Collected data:

++++++++++

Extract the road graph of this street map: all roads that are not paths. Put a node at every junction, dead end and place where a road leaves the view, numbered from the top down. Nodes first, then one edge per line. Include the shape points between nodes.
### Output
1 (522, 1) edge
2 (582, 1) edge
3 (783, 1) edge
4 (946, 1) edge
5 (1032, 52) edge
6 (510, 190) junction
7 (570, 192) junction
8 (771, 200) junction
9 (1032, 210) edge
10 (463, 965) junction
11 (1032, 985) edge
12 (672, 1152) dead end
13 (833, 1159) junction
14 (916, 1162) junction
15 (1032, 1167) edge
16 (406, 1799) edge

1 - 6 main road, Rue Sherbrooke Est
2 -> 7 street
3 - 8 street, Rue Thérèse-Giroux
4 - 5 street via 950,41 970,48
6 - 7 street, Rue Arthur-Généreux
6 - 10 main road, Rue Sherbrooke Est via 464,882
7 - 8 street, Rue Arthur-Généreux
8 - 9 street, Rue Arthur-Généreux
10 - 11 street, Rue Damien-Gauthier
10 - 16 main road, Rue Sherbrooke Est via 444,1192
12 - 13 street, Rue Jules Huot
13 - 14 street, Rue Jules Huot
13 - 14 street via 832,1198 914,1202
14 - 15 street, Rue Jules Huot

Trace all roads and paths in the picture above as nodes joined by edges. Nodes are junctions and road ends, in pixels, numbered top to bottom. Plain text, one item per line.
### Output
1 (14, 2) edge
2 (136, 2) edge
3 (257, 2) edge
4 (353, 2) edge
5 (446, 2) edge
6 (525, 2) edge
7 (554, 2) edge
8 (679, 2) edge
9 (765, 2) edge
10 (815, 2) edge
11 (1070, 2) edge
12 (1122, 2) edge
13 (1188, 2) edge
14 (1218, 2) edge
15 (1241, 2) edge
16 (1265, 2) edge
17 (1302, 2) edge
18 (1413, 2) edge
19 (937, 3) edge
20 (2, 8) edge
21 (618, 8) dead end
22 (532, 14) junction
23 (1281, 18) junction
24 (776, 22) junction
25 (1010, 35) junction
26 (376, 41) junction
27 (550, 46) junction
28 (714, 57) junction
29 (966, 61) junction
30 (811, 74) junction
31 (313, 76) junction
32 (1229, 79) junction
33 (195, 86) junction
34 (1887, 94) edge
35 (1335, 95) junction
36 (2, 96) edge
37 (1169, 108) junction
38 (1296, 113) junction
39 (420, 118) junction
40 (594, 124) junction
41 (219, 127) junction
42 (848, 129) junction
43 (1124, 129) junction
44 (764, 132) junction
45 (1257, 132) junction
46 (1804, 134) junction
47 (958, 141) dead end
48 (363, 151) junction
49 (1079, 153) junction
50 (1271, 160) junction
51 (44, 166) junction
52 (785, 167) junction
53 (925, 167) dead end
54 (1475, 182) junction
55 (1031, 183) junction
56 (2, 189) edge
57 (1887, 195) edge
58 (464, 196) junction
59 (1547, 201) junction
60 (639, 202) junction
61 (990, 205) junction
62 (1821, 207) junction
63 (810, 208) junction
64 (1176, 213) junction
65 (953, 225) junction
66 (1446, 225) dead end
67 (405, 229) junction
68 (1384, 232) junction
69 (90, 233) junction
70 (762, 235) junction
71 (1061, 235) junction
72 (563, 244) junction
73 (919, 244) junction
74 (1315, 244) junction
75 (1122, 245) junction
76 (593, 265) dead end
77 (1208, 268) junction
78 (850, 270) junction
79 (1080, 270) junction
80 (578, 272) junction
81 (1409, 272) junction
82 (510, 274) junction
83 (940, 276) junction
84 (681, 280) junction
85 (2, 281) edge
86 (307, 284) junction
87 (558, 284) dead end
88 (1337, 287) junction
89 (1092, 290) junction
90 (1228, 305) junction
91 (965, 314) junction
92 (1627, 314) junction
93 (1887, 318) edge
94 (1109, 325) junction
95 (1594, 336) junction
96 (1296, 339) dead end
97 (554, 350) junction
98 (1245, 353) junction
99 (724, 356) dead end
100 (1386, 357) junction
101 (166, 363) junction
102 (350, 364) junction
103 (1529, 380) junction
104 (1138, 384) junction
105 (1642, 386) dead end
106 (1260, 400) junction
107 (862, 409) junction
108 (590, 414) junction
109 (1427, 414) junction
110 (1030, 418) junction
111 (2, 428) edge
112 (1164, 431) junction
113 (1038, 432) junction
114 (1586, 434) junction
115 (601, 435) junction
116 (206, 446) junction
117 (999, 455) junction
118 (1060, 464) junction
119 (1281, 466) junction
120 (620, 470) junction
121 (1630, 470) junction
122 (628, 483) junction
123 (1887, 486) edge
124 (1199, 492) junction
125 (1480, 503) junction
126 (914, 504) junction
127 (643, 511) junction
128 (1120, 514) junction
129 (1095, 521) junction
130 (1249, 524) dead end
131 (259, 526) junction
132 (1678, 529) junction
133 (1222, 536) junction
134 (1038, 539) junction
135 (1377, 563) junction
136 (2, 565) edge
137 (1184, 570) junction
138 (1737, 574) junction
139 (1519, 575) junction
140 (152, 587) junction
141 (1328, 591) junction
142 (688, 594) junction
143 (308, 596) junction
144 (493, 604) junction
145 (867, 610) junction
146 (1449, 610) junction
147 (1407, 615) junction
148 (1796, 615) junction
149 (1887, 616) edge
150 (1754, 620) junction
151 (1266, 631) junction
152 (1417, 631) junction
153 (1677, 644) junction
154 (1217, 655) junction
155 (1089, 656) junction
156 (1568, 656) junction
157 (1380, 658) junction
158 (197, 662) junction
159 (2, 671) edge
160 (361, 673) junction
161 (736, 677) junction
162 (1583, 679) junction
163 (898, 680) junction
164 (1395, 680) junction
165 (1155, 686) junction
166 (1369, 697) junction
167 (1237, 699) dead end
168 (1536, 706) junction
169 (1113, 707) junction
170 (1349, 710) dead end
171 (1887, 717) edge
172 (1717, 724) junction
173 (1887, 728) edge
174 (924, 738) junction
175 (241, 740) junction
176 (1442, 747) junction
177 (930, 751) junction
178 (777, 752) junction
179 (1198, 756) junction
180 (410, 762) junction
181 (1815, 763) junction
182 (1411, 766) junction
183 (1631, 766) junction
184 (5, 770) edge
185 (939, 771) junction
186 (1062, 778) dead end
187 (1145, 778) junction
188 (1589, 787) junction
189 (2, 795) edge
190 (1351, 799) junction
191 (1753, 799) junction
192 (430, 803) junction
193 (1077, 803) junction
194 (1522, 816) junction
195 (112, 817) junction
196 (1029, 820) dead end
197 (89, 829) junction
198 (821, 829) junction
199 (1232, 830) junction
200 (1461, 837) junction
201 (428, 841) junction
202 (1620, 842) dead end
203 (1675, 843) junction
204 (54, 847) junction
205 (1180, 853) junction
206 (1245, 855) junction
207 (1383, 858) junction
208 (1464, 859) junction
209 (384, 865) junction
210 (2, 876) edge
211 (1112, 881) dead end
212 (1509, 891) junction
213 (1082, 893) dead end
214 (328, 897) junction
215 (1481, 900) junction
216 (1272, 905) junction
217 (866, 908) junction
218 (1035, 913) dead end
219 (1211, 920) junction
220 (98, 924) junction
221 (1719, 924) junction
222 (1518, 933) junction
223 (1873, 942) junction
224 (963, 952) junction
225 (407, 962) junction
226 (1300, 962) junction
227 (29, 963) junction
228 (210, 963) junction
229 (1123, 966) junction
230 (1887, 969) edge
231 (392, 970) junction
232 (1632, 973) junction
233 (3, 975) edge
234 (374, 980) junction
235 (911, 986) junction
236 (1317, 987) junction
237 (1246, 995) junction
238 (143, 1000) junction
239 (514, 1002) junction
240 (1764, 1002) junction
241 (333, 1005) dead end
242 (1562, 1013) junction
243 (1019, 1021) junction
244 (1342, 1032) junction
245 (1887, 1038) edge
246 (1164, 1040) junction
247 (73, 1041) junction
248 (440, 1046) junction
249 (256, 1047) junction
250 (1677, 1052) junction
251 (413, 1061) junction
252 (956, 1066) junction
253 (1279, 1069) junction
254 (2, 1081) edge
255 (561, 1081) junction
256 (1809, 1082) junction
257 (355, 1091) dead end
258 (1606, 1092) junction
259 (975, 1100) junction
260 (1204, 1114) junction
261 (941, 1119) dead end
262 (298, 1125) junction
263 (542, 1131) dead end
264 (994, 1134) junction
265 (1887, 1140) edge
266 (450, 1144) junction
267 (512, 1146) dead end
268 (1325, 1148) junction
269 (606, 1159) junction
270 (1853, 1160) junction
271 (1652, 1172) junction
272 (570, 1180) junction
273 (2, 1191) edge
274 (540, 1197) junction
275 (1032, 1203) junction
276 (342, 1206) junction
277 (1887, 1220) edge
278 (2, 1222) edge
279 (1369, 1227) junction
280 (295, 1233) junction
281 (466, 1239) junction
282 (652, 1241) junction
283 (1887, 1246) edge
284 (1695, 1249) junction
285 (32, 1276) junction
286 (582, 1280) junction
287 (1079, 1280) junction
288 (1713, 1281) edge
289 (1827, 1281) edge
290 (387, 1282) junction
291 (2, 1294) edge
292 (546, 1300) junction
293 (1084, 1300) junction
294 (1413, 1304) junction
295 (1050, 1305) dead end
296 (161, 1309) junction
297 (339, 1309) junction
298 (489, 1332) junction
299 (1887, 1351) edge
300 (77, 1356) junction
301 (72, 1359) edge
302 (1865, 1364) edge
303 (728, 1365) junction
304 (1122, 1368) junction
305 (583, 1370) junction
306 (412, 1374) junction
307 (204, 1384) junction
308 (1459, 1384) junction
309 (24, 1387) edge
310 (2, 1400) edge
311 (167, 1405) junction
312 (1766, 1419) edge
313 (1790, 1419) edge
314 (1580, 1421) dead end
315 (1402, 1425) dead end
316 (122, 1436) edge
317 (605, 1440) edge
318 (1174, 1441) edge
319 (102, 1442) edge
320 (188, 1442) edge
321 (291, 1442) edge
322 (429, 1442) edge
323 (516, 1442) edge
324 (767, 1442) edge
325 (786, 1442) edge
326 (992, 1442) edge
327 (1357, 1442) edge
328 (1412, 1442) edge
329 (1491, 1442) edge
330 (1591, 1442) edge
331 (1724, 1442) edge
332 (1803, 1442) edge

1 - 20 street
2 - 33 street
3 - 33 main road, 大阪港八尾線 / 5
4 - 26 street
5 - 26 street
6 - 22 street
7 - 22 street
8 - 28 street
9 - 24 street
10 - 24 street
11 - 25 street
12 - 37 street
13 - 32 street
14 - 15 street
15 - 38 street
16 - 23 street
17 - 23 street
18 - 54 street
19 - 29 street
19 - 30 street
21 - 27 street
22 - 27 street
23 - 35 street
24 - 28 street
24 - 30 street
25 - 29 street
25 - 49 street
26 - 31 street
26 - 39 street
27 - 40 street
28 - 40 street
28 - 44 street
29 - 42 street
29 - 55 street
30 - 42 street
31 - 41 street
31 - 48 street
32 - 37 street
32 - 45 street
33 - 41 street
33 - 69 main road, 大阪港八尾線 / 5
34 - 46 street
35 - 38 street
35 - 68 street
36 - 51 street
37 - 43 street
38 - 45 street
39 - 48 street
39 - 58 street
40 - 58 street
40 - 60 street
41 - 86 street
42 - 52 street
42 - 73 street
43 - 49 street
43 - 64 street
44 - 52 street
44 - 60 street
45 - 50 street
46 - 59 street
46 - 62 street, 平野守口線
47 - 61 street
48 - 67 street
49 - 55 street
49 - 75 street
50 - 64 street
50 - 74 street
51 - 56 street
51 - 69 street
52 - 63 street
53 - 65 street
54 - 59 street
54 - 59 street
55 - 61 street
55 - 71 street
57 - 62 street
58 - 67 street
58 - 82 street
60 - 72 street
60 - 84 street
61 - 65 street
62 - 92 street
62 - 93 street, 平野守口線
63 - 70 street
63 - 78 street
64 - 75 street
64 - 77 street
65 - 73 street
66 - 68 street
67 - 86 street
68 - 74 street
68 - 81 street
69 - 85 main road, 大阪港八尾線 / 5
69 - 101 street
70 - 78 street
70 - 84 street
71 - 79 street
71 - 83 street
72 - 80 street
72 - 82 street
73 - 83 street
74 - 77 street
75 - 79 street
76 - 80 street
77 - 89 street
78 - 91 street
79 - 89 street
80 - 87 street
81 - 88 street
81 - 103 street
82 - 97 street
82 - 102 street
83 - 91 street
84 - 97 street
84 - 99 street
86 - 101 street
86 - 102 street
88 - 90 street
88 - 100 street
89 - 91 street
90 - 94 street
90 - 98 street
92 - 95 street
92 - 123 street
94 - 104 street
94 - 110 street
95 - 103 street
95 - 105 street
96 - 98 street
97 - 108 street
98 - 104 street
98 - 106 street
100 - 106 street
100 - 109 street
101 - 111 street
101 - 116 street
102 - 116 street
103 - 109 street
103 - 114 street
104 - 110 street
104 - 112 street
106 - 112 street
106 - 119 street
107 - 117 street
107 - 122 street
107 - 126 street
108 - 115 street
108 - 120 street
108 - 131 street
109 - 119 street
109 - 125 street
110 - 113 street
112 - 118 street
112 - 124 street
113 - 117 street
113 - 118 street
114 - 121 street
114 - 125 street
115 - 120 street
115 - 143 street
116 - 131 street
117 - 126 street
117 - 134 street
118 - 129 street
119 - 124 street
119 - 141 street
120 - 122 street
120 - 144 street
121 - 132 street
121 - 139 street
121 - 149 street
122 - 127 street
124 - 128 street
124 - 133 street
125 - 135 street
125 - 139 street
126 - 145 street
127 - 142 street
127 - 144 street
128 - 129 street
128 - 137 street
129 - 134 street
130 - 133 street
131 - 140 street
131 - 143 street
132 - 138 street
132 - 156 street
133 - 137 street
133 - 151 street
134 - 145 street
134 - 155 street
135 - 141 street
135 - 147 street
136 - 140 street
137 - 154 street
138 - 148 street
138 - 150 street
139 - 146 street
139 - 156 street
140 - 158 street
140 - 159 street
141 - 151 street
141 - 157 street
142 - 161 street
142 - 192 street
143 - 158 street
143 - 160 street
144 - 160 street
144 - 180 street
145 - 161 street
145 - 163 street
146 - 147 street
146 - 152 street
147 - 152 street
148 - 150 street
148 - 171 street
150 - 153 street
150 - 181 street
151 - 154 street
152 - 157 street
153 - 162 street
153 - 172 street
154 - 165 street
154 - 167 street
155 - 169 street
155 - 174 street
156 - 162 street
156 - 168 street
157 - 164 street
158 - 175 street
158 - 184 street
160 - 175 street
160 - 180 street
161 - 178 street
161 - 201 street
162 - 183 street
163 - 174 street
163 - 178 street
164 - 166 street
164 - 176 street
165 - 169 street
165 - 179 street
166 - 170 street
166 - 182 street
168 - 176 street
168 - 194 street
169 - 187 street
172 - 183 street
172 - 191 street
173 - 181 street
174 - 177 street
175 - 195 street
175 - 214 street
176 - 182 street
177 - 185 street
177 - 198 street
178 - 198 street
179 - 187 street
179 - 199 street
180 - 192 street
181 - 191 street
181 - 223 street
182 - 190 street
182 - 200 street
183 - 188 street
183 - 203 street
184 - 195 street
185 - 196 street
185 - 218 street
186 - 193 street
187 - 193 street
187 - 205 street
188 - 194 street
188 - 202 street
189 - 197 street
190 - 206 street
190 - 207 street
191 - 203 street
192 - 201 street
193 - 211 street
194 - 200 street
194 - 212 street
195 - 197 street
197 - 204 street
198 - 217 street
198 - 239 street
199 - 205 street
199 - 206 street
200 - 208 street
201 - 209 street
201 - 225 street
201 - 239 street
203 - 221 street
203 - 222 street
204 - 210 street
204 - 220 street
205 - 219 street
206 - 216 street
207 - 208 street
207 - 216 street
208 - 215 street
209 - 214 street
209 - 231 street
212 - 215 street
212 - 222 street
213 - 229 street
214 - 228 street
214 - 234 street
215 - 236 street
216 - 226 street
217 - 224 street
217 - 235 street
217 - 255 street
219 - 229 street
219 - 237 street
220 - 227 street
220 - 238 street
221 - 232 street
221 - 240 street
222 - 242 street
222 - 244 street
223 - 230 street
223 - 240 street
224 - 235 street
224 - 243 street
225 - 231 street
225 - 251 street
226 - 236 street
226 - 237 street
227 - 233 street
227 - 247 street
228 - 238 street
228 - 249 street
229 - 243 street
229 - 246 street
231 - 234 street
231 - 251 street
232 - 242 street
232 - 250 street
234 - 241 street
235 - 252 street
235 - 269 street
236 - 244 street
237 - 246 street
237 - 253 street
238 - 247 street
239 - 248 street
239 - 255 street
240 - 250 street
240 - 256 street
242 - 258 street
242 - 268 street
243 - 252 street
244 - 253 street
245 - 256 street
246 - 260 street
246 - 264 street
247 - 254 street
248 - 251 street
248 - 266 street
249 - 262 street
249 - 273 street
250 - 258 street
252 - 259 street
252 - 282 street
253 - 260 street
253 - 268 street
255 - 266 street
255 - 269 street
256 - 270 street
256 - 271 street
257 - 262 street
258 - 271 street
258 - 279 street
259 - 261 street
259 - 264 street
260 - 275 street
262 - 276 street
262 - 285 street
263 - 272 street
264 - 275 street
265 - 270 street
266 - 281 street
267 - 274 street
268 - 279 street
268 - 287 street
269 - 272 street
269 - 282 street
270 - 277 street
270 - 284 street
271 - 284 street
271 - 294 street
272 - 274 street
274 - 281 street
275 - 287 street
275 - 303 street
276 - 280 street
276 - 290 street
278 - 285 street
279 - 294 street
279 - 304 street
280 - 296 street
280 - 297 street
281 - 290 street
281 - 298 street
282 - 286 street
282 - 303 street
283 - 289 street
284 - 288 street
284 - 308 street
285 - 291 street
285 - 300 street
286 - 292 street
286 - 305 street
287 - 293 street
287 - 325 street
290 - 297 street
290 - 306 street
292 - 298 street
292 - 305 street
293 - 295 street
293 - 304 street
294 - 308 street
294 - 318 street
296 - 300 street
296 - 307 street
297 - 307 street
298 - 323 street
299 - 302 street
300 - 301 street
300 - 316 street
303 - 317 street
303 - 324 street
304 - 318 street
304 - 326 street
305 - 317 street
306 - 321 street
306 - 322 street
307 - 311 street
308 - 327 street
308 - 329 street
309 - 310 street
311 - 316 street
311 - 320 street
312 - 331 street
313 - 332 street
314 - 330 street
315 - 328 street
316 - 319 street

++++++++++

- Goal of the exercise -
From the first line of the data above through the line containing "Trace all roads", repeat each line exactly, and add nothing.

- Task result -
Extract the road graph of this street map: all roads that are not paths. Put a node at every junction, dead end and place where a road leaves the view, numbered from the top down. Nodes first, then one edge per line. Include the shape points between nodes.
### Output
1 (522, 1) edge
2 (582, 1) edge
3 (783, 1) edge
4 (946, 1) edge
5 (1032, 52) edge
6 (510, 190) junction
7 (570, 192) junction
8 (771, 200) junction
9 (1032, 210) edge
10 (463, 965) junction
11 (1032, 985) edge
12 (672, 1152) dead end
13 (833, 1159) junction
14 (916, 1162) junction
15 (1032, 1167) edge
16 (406, 1799) edge

1 - 6 main road, Rue Sherbrooke Est
2 -> 7 street
3 - 8 street, Rue Thérèse-Giroux
4 - 5 street via 950,41 970,48
6 - 7 street, Rue Arthur-Généreux
6 - 10 main road, Rue Sherbrooke Est via 464,882
7 - 8 street, Rue Arthur-Généreux
8 - 9 street, Rue Arthur-Généreux
10 - 11 street, Rue Damien-Gauthier
10 - 16 main road, Rue Sherbrooke Est via 444,1192
12 - 13 street, Rue Jules Huot
13 - 14 street, Rue Jules Huot
13 - 14 street via 832,1198 914,1202
14 - 15 street, Rue Jules Huot

Trace all roads and paths in the picture above as nodes joined by edges. Nodes are junctions and road ends, in pixels, numbered top to bottom. Plain text, one item per line.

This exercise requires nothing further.